Marisol Ceresa, a volunteer at the Mother and Child Ministry...

Marisol Ceresa, a volunteer at the Mother and Child Ministry in Seaford, helps a client on June 29, 2017. Credit: Steve Pfost

Silvia Menjivar sometimes had to borrow money to buy diapers and clothing for her four children, because she said the income from her factory job can’t always pay all her bills.

The Central Islip woman was relieved when a friend told her about the Mother and Child Ministry, a recently inaugurated program in Seaford that distributes food, toys, clothes and other items for babies and older children of struggling parents.

“I’m a single mom, and it really helps me,” Menjivar said in Spanish. “Now I have more money to pay the rent and buy more food.”

Officials at the Church of St. Jude, the Episcopal church in Wantagh that runs the program, believe the ministry is the first on Long Island that focuses on babies and toddlers.

“We were looking for something that would complement existing efforts of churches that have food pantries,” said program director Barbara Rice Thompson. “We wanted to fill in the blanks of what they were not focusing on.”

The Rev. Maxine Barnett of St. Jude said targeting babies and mothers in need “is a biblical thing, too, caring for the most vulnerable.”

Rebecca Sanin, president and chief executive of the Melville-based Health and Welfare Council of Long Island, said most pantries on Long Island do offer some baby items, although she’s unaware of other pantries here that focus on infants.

The weekly program started out serving one or two families in March, but as word has spread and other churches referred parents to the mission, it now helps 12 to 16 on a typical Thursday, Thompson said.

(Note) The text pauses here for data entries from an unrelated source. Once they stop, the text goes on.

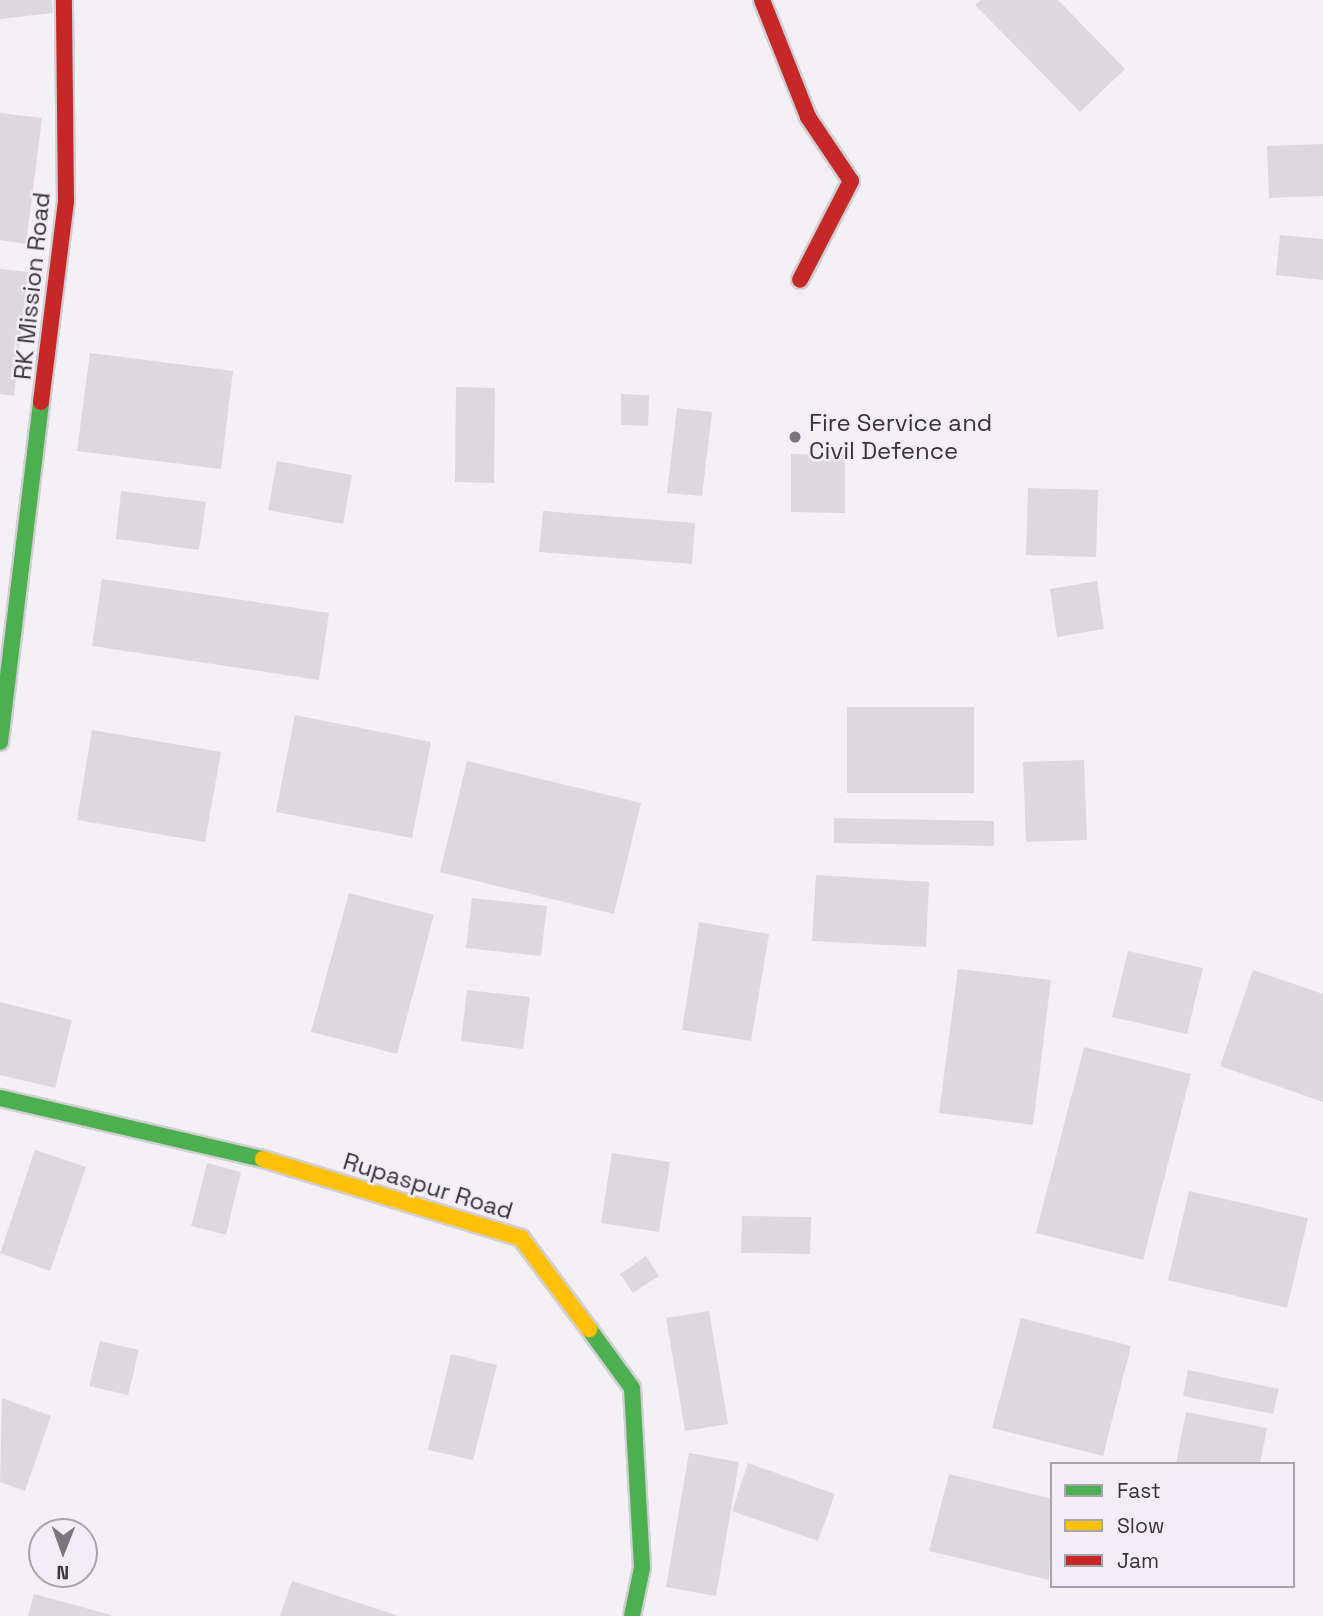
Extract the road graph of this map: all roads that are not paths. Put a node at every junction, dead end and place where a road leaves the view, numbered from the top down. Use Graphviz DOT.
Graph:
graph roads {
  1 [pos="64,0"];
  2 [pos="762,0"];
  3 [pos="800,280"];
  4 [pos="0,742"];
  5 [pos="0,1098"];
  6 [pos="632,1616"];
  1 -- 4 [label="street, RK Mission Road"];
  2 -- 3 [label="street"];
  5 -- 6 [label="street, Rupaspur Road"];
}
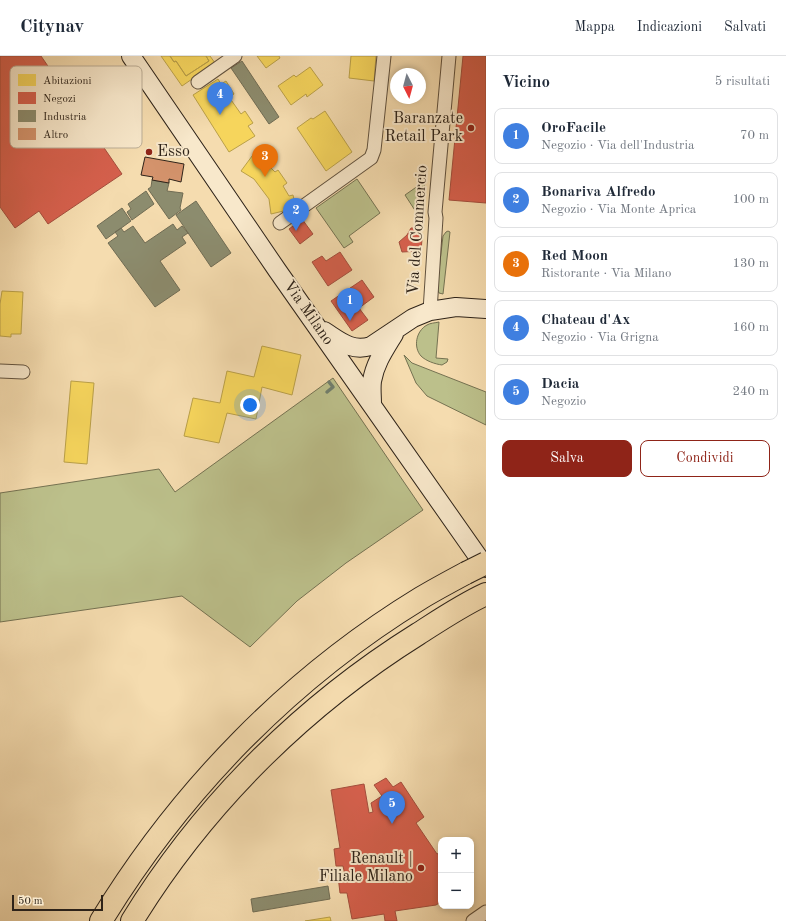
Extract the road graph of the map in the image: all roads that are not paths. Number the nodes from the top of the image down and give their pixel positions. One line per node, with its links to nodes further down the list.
1 (131, 56): 5 (street, Via Milano)
2 (235, 56): 7 (street)
3 (384, 56): 8 (street)
4 (449, 56): 10 (street, Via del Commercio)
5 (138, 66)
6 (142, 72): 11 (street, Via Milano)
7 (198, 82)
8 (280, 223)
9 (486, 309): 10 (street)
10 (438, 310): 12 (street)
11 (318, 327): 12 (street); 15 (street, Via Milano)
12 (395, 331): 15 (street)
13 (0, 371): 14 (street)
14 (23, 372)
15 (372, 404): 17 (street, Via Milano)
16 (486, 563): 17 (highway, bridge)
17 (476, 571): 20 (highway)
18 (484, 595): 21 (highway)
19 (486, 912): 22 (street)
20 (101, 921)
21 (132, 921)
22 (473, 921)

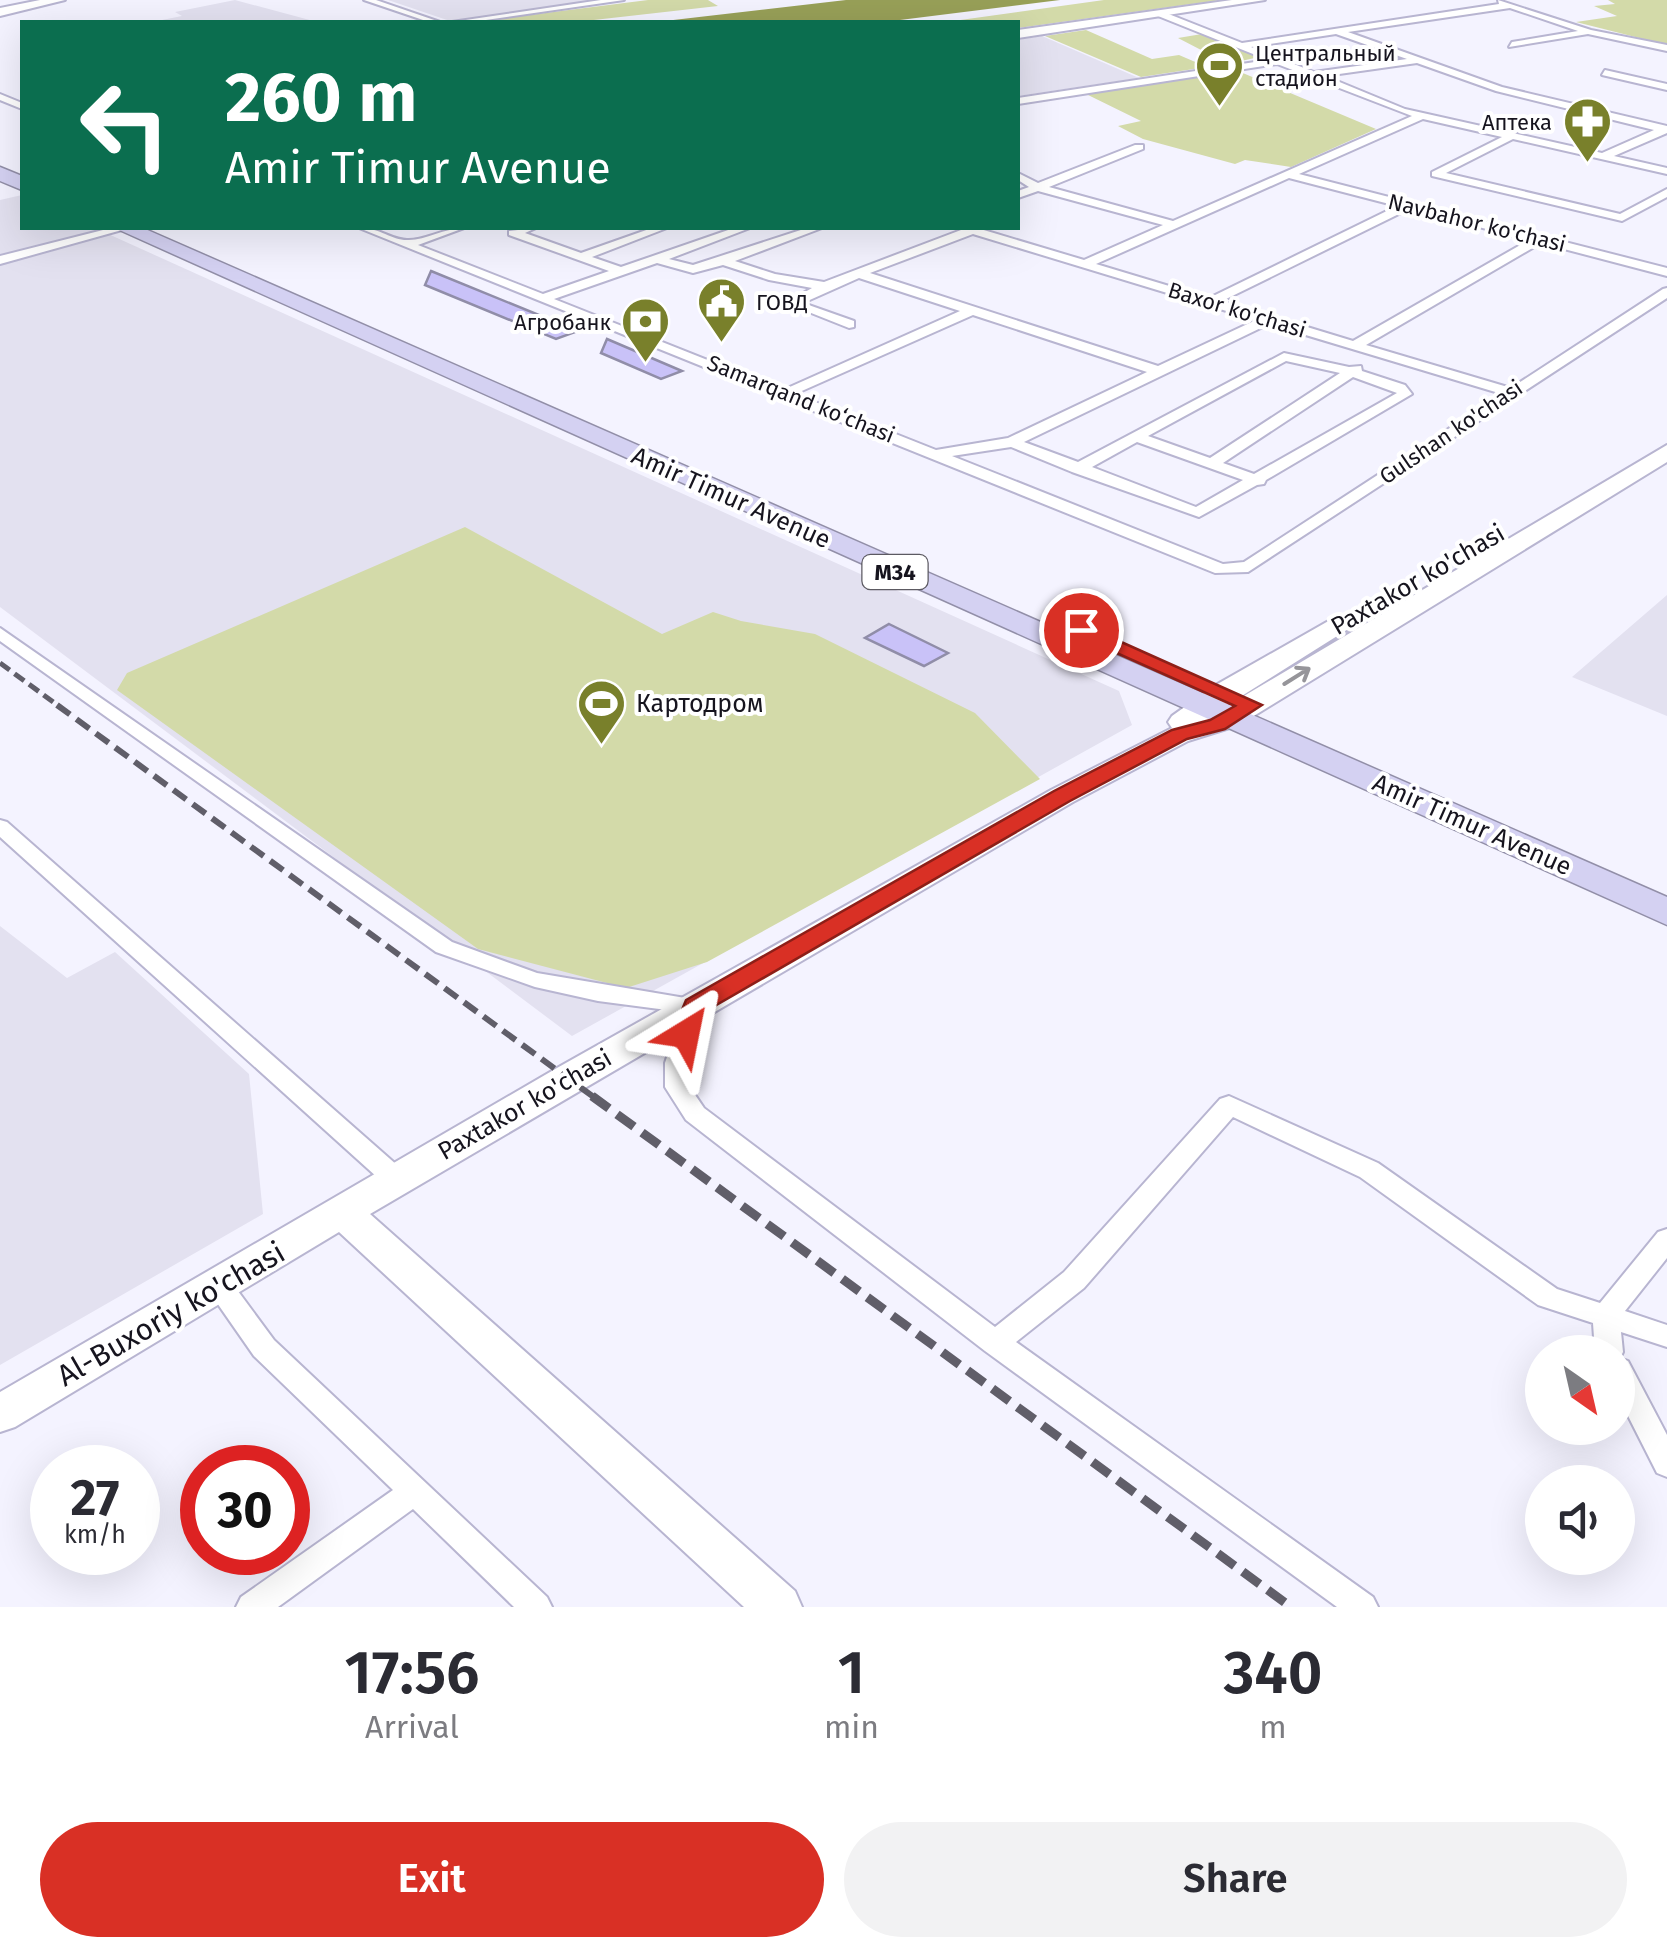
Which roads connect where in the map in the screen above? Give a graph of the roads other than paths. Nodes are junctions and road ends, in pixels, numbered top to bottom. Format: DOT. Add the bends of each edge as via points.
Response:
graph roads {
  1 [pos="40,0"];
  2 [pos="59,0"];
  3 [pos="368,0"];
  4 [pos="620,0"];
  5 [pos="1259,0"];
  6 [pos="1494,0"];
  7 [pos="1511,6"];
  8 [pos="0,10"];
  9 [pos="1161,14"];
  10 [pos="430,20"];
  11 [pos="471,20"];
  12 [pos="1338,32"];
  13 [pos="1589,32"];
  14 [pos="1020,34"];
  15 [pos="1512,45"];
  16 [pos="1241,46"];
  17 [pos="1667,48"];
  18 [pos="1417,60"];
  19 [pos="1277,62"];
  20 [pos="1604,73"];
  21 [pos="1313,76"];
  22 [pos="1667,87"];
  23 [pos="1020,101"];
  24 [pos="1421,116"];
  25 [pos="1666,130"];
  26 [pos="1512,136"];
  27 [pos="1140,146"];
  28 [pos="1602,157"];
  29 [pos="1667,171"];
  30 [pos="1287,174"];
  31 [pos="1020,177"];
  32 [pos="1038,187"];
  33 [pos="1667,192"];
  34 [pos="1020,194"];
  35 [pos="1408,205"];
  36 [pos="1175,224"];
  37 [pos="116,230"];
  38 [pos="129,230"];
  39 [pos="155,230"];
  40 [pos="370,230"];
  41 [pos="453,230"];
  42 [pos="524,230"];
  43 [pos="656,230"];
  44 [pos="738,230"];
  45 [pos="810,230"];
  46 [pos="967,230"];
  47 [pos="972,230"];
  48 [pos="1539,239"];
  49 [pos="408,244"];
  50 [pos="580,257"];
  51 [pos="656,259"];
  52 [pos="0,260"];
  53 [pos="722,261"];
  54 [pos="1085,264"];
  55 [pos="620,271"];
  56 [pos="1667,272"];
  57 [pos="860,274"];
  58 [pos="825,286"];
  59 [pos="1667,292"];
  60 [pos="546,297"];
  61 [pos="1210,302"];
  62 [pos="975,309"];
  63 [pos="1268,319"];
  64 [pos="849,324"];
  65 [pos="1354,346"];
  66 [pos="1382,354"];
  67 [pos="1162,372"];
  68 [pos="1352,372"];
  69 [pos="1509,392"];
  70 [pos="788,393"];
  71 [pos="1667,435"];
  72 [pos="1136,437"];
  73 [pos="1012,442"];
  74 [pos="1667,452"];
  75 [pos="938,454"];
  76 [pos="1212,464"];
  77 [pos="1078,469"];
  78 [pos="1258,481"];
  79 [pos="749,497"];
  80 [pos="1236,570"];
  81 [pos="0,633"];
  82 [pos="1226,706"];
  83 [pos="0,826"];
  84 [pos="1667,891"];
  85 [pos="1667,912"];
  86 [pos="695,1006"];
  87 [pos="398,1180"];
  88 [pos="342,1212"];
  89 [pos="1667,1239"];
  90 [pos="219,1288"];
  91 [pos="1606,1316"];
  92 [pos="1608,1335"];
  93 [pos="1667,1336"];
  94 [pos="995,1342"];
  95 [pos="1635,1401"];
  96 [pos="0,1414"];
  97 [pos="1667,1464"];
  98 [pos="415,1491"];
  99 [pos="252,1607"];
  100 [pos="536,1607"];
  101 [pos="778,1607"];
  102 [pos="1362,1607"];
  1 -- 8 [label="main road"];
  2 -- 8 [label="main road"];
  3 -- 10 [label="street"];
  4 -- 11 [label="street"];
  5 -- 9 [label="main road"];
  6 -- 7 [label="street"];
  7 -- 12 [label="street"];
  7 -- 13 [label="street"];
  9 -- 14 [label="main road"];
  9 -- 16 [label="street"];
  12 -- 16 [label="street"];
  12 -- 18 [label="street"];
  13 -- 15 [label="street"];
  13 -- 17 [label="street"];
  16 -- 19 [label="street"];
  18 -- 21 [label="street"];
  18 -- 25 [label="street" via="1499,89"];
  19 -- 21 [label="street"];
  19 -- 23 [label="street"];
  20 -- 22 [label="street"];
  21 -- 24 [label="street"];
  24 -- 26 [label="street"];
  24 -- 30 [label="street"];
  25 -- 28 [label="street"];
  26 -- 28 [label="street"];
  26 -- 33 [label="street" via="1436,174 1622,218"];
  27 -- 32 [label="street"];
  28 -- 29 [label="street"];
  30 -- 35 [label="street, Navbahor ko'chasi"];
  30 -- 36 [label="street"];
  31 -- 32 [label="street"];
  32 -- 34 [label="street"];
  32 -- 36 [label="street"];
  35 -- 48 [label="street, Navbahor ko'chasi"];
  35 -- 61 [label="street"];
  36 -- 54 [label="street"];
  37 -- 52 [label="street"];
  38 -- 79 [label="highway, Amir Timur Avenue / M34"];
  39 -- 79 [label="highway, Amir Timur Avenue / M34"];
  40 -- 49 [label="street, Samarqand ko‘chasi"];
  41 -- 49 [label="street"];
  42 -- 50 [label="street" via="513,233"];
  43 -- 50 [label="street"];
  44 -- 51 [label="street"];
  45 -- 53 [label="street"];
  46 -- 57 [label="street"];
  47 -- 54 [label="street, Baxor ko'chasi"];
  48 -- 56 [label="street, Navbahor ko'chasi"];
  48 -- 65 [label="street"];
  49 -- 60 [label="street, Samarqand ko‘chasi"];
  50 -- 55 [label="street"];
  51 -- 53 [label="street" via="693,270"];
  51 -- 55 [label="street"];
  53 -- 58 [label="street"];
  54 -- 61 [label="street, Baxor ko'chasi"];
  55 -- 60 [label="street"];
  57 -- 58 [label="street"];
  57 -- 62 [label="street"];
  58 -- 64 [label="street" via="792,302"];
  59 -- 69 [label="street, Gulshan ko'chasi"];
  60 -- 70 [label="street, Samarqand ko‘chasi"];
  61 -- 63 [label="street, Baxor ko'chasi"];
  62 -- 67 [label="street"];
  62 -- 70 [label="street"];
  63 -- 65 [label="street, Baxor ko'chasi"];
  63 -- 67 [label="street"];
  65 -- 66 [label="street, Baxor ko'chasi"];
  66 -- 68 [label="street"];
  66 -- 69 [label="street, Baxor ko'chasi"];
  67 -- 73 [label="street"];
  68 -- 72 [label="street" via="1284,357"];
  68 -- 76 [label="street"];
  68 -- 78 [label="street" via="1405,394"];
  69 -- 80 [label="street, Gulshan ko'chasi"];
  70 -- 75 [label="street, Samarqand ko‘chasi"];
  71 -- 82 [label="main road, Paxtakor ko'chasi"];
  72 -- 76 [label="street"];
  72 -- 77 [label="street"];
  73 -- 75 [label="street"];
  73 -- 77 [label="street"];
  82 -- 74 [label="main road, Paxtakor ko'chasi, one-way"];
  75 -- 80 [label="street, Samarqand ko‘chasi"];
  76 -- 78 [label="street"];
  77 -- 78 [label="street" via="1199,512"];
  79 -- 82 [label="highway, Amir Timur Avenue / M34"];
  81 -- 86 [label="street" via="444,947 483,966 573,990"];
  82 -- 84 [label="highway, Amir Timur Avenue / M34"];
  82 -- 85 [label="highway, Amir Timur Avenue / M34"];
  82 -- 86 [label="main road, Paxtakor ko'chasi" via="1182,722 1180,734"];
  83 -- 87 [label="street"];
  86 -- 87 [label="main road, Paxtakor ko'chasi"];
  86 -- 94 [label="street" via="677,1063 677,1088 695,1114"];
  87 -- 88 [label="main road, Paxtakor ko'chasi"];
  88 -- 90 [label="main road, Al-Buxoriy ko'chasi"];
  88 -- 101 [label="main road"];
  89 -- 91 [label="street"];
  90 -- 96 [label="main road, Al-Buxoriy ko'chasi"];
  90 -- 98 [label="street" via="264,1348"];
  91 -- 92 [label="street"];
  91 -- 93 [label="street"];
  91 -- 94 [label="street" via="1548,1297 1370,1170 1229,1105 1074,1280"];
  94 -- 102 [label="street"];
  95 -- 97 [label="street"];
  98 -- 99 [label="street"];
  98 -- 100 [label="street"];
}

Shelves in the basement of Seaford’s St. Michael and All Angels Episcopal Church — where St. Jude houses the ministry — are lined with diapers, baby wipes, jars of pureed food and infant clothing donated by congregants of St. Jude and others.

After clients said they needed clothing for their older children as well, the ministry began collecting clothes in larger sizes, as well as adult toiletries, items typically not offered at food pantries.

Miriam Reyes, 34, of Wyandanch, said she used to buy the cheapest diapers she could find for her 2-year-old daughter, even though they caused rashes, because that’s all she could afford.

The rashes went away when she began using the better-quality donated diapers from the ministry, Reyes said in Spanish.

Reyes is a single mother raising three daughters on $250 a week. Half of her income goes to pay the $500 monthly rent for a room in a house.

She is the type of client the ministry is trying to reach, Thompson said: A parent with meager wages struggling to make ends meet on pricey Long Island.

“You can’t live on a minimum-wage job,” Thompson said.

Julio Galicia, 32, and his wife, Angela Ramirez, 28, of Brentwood, were there on a recent afternoon with their three boys, age 3 months, 4 and 9. Galicia can make up to $700 a week doing landscaping during a sunny summer week, but his income can drop to half that in the winter, when he supplements snow shoveling with work as a mechanic or “whatever I can do to make money.”

They said they’re grateful for the ministry.

“The [baby] formula for him is very expensive,” Galicia said, gesturing toward Julian, their baby. “Diapers are very expensive. This helps me a lot.”

Mother and Child Ministry

  • Open from 4 to 7 p.m. every Thursday at St. Michael and All Angels Episcopal Church, 2197 Jackson Ave., Seaford.
  • People can drop off donations then, or between 4 and 8 p.m. on Wednesdays.